サヌシュベ・デッケ
このカテゴリーのかなり前のほうで,夕張地域の低角ナップ構造群の一つである『丸山ナップ』について書きましたが,それ以来ずっと気になっているのは,『ナップ露頭を一つも見ていない』ことです.
もちろんこれは非常に難しいことで,特に,函淵層砂岩と幌内層泥岩との間の,となると露出自体,ほとんど展望はありませんよね.奇跡に近いとでも言うか.誰か見た人居ますか?
で,前からもう一つ気になっているのが,『サヌシュベ・デッケ』です.国道274号線を夕張市登川からむかわ町(旧穂別町)へ越える峠の辺りから南へ分布しています.
デッケの主体を作っているのはもちろん函淵層砂岩なので,左の地図のように,明瞭なケスタ地形を作っています.ただ函淵層が向斜構造をなしているため,真ん中がくぼんだような地形になっています.その南端部は地すべり地形になっているようです.
私はずっと前から,この国道を穂別側に走るたびに,道の両側に砂岩層らしい露頭が迫る部分があって,『ああ...ここがデッケの南端かぁ』なんて思っていました.しかし穂別図幅を見ると,国道沿いにデッケ下底が露出してきそうな箇所は見当たりません.
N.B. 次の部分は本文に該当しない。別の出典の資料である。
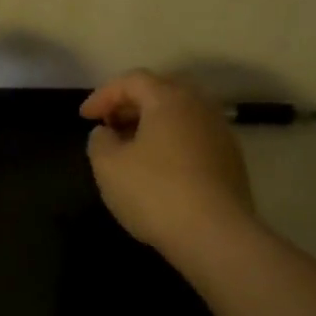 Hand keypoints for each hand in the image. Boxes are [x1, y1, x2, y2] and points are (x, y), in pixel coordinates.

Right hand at [81, 71, 255, 251]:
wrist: (215, 234)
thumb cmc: (154, 192)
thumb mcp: (108, 166)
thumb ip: (99, 141)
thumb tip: (107, 132)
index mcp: (169, 99)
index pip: (132, 80)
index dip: (103, 95)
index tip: (84, 118)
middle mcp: (200, 107)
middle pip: (161, 92)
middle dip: (131, 105)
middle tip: (109, 125)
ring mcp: (221, 133)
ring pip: (180, 116)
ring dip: (152, 125)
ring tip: (131, 148)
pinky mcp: (231, 161)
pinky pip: (194, 138)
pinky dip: (171, 143)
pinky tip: (158, 169) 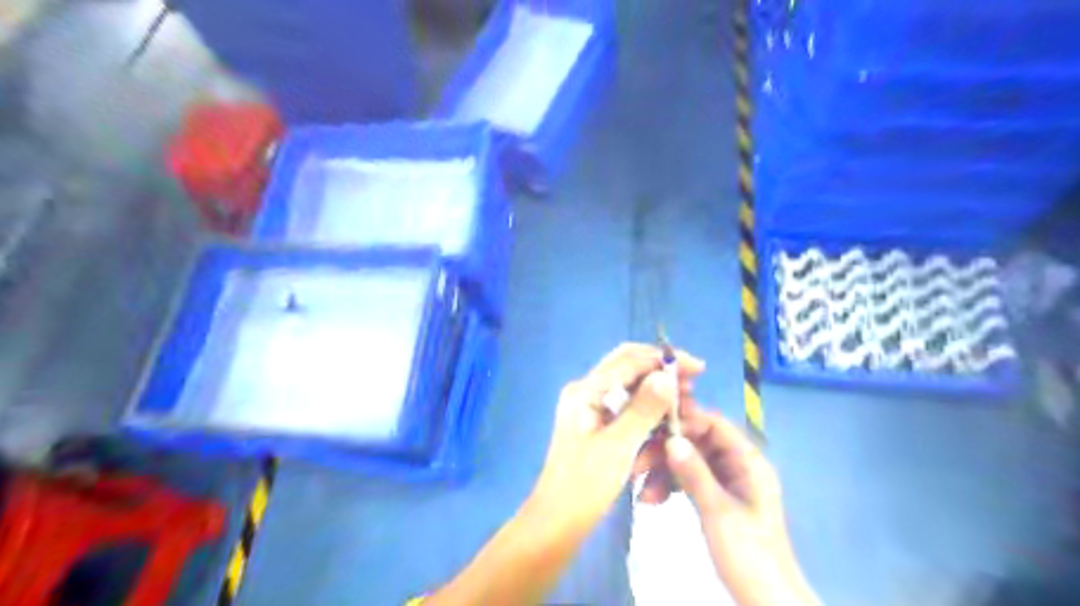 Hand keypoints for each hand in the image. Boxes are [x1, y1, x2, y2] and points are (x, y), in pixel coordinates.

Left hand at [526, 345, 710, 535]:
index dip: (664, 360)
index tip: (698, 368)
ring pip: (629, 390)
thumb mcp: (619, 446)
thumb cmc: (585, 485)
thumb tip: (666, 375)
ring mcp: (590, 409)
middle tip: (692, 388)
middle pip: (628, 369)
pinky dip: (647, 414)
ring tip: (685, 406)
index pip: (629, 360)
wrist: (557, 523)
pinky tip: (667, 424)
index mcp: (586, 390)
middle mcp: (586, 392)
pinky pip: (626, 411)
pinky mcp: (596, 427)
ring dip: (657, 394)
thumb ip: (643, 409)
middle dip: (661, 374)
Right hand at [658, 405, 819, 605]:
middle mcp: (737, 466)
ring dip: (663, 472)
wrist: (766, 601)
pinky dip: (670, 486)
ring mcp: (726, 482)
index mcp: (748, 462)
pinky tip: (652, 500)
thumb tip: (671, 439)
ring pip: (688, 462)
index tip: (652, 428)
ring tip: (643, 493)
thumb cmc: (748, 553)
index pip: (714, 425)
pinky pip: (688, 480)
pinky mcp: (716, 498)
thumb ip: (694, 472)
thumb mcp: (718, 511)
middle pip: (696, 442)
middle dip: (666, 452)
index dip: (684, 422)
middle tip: (637, 464) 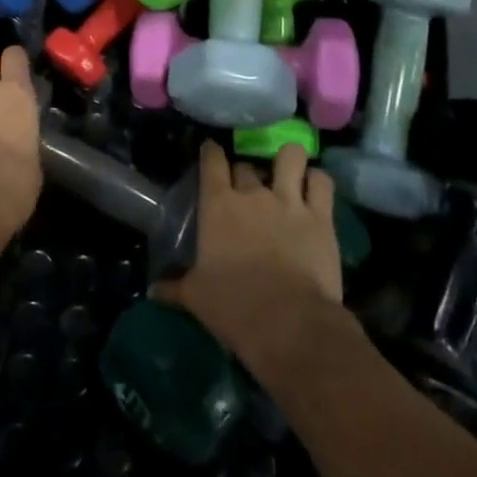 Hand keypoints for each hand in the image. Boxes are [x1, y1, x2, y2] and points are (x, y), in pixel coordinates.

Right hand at [154, 142, 343, 363]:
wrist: (289, 323)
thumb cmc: (234, 306)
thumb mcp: (196, 297)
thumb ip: (175, 287)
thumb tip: (154, 290)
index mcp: (218, 205)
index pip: (212, 161)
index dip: (211, 152)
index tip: (211, 152)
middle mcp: (253, 194)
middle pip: (247, 166)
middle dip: (245, 173)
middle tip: (246, 189)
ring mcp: (290, 201)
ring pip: (290, 157)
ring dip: (288, 160)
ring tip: (289, 171)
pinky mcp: (321, 217)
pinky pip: (322, 182)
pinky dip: (318, 181)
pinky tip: (315, 188)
それに加えて,デッケ下底に蝦夷層群上部の泥質相が張り付いてくるので,話は複雑に(=砂岩層下底がデッケ下底というわけではないことに)なります.
しょうがないので,サヌシュベ・デッケ本体ではありませんが,その東側の小さなデッケが幌内層に接するように地質図に描かれている桂木橋の沢を上ってみました.
結論から言うと,どれが幌内層の泥岩なのか皆目分からず,函淵層砂岩は確認できたのですが,細粒相が函淵層あるいは蝦夷層群上部のものなのか,幌内層のものなのか,判断できませんでした(未熟).
右の写真は,アリバイ的に撮ってきた,函淵層砂岩層下底の剪断破砕部です.うーん...これがナップの派生構造なんだろうか? でもなんだか見ていると地すべり体内部の構造にも見えてくるような...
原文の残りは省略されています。